De ogen openen voor de mysteriën van God, het begin van het achtste boek van het Corpus Hermeticum

Hermes Trismegistos spreekt:

‘Ook van het volgende, o Tat, zal ik u de betekenis uitvoerig verklaren, opdat u de ogen mogen opengaan voor de mysteriën van God, die boven alle naam verheven is.
Begrijp, in innerlijke aanschouwing, hoe Hij, die voor de grote massa onzienlijk schijnt te zijn, voor u het meest openbaar zal worden.

Want Hij zou niet werkelijk Zijn indien Hij niet onzienlijk was. Want al wat zichtbaar is, is geworden, is eenmaal tot openbaarheid gekomen.

Het Onwaarneembare echter is in alle eeuwigheid, want het heeft niet van node zich te openbaren: het is eeuwig en máákt alle dingen openbaar.

Het brengt voort zonder zelf voortgebracht te zijn; het vertóónt zich niet in enige waarneembare vorm, maar schénkt een waarneembare vorm aan alle dingen.
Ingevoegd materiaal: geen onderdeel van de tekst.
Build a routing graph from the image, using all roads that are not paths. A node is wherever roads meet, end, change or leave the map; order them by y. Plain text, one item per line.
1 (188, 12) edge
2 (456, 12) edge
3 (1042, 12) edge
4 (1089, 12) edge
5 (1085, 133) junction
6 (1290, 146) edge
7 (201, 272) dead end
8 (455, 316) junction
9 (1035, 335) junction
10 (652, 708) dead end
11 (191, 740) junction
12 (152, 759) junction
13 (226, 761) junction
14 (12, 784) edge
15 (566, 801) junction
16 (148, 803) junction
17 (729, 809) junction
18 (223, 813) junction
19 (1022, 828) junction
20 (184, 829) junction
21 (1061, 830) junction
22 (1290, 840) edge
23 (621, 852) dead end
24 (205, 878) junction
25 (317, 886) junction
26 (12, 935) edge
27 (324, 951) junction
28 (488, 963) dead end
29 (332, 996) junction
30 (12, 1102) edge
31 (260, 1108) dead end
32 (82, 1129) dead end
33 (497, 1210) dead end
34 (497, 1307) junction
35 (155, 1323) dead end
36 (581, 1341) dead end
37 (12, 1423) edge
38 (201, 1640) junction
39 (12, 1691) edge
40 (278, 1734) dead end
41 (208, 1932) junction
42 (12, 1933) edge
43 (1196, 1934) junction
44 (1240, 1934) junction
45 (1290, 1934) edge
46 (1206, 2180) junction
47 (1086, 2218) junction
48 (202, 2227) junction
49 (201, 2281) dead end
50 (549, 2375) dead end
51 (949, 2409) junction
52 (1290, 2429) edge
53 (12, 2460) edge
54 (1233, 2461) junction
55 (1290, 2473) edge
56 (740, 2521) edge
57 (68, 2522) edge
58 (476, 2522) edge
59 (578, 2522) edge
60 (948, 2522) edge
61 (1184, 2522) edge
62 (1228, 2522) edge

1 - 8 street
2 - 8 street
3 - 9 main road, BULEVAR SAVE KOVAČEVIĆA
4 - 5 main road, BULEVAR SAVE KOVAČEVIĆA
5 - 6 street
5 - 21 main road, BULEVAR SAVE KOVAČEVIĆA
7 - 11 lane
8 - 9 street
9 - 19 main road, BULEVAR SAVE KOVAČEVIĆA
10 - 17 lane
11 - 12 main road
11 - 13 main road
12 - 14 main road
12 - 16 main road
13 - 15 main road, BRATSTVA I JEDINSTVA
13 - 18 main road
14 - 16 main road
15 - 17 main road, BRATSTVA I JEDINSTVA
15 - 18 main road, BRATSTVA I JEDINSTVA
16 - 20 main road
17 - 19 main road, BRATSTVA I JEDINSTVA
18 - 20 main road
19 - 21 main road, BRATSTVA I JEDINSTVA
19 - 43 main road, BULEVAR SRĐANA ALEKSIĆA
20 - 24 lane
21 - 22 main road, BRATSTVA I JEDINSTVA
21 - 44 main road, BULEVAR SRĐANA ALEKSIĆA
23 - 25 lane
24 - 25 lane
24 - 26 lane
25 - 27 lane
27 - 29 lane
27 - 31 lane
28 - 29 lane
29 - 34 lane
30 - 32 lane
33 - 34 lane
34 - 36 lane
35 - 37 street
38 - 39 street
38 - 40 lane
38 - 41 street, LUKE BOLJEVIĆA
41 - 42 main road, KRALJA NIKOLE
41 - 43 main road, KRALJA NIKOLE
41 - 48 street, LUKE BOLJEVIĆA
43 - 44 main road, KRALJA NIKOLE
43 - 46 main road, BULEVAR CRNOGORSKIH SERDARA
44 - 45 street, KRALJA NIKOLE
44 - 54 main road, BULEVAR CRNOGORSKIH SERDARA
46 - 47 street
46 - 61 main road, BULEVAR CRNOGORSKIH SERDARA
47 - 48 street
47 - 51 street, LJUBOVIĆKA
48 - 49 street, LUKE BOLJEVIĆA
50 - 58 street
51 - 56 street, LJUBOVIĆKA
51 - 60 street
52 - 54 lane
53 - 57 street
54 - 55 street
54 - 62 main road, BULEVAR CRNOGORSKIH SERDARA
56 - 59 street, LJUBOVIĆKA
Want slechts het geschapene heeft een waarneembare verschijning. Immers geboorte, wording, is niets anders dan in-het-zichtbare-treden.

De Ene-Zonder-Geboorte is bijgevolg zowel zonder waarneembare verschijning als onzichtbaar; maar daar Hij alle dingen vorm geeft, wordt Hij door alles en in alles zichtbaar, en dat wel het meest voor hen aan welke Hij zich openbaren wil.

Daarom, mijn zoon Tat, bid bovenal de Heer, de Vader, de Enige, die niet de Ene, maar de Oorsprong van de Ene is, het genadiglijk zo te willen beschikken, dat gij deze God, die zo ontzaglijk groot is, zult mogen aanschouwen, al heeft Hij nog slechts één van zijn stralen over uw bewustzijn doen lichten.

Want slechts het zielebewustzijn zíet het onzienlijke, omdat het zelf onzienlijk is.

Indien gij het kunt, o Tat, zal Hij voor de ogen van uw geestziel zichbaar worden, want in milde overvloed vertoont de Heer zich in het ganse universum.’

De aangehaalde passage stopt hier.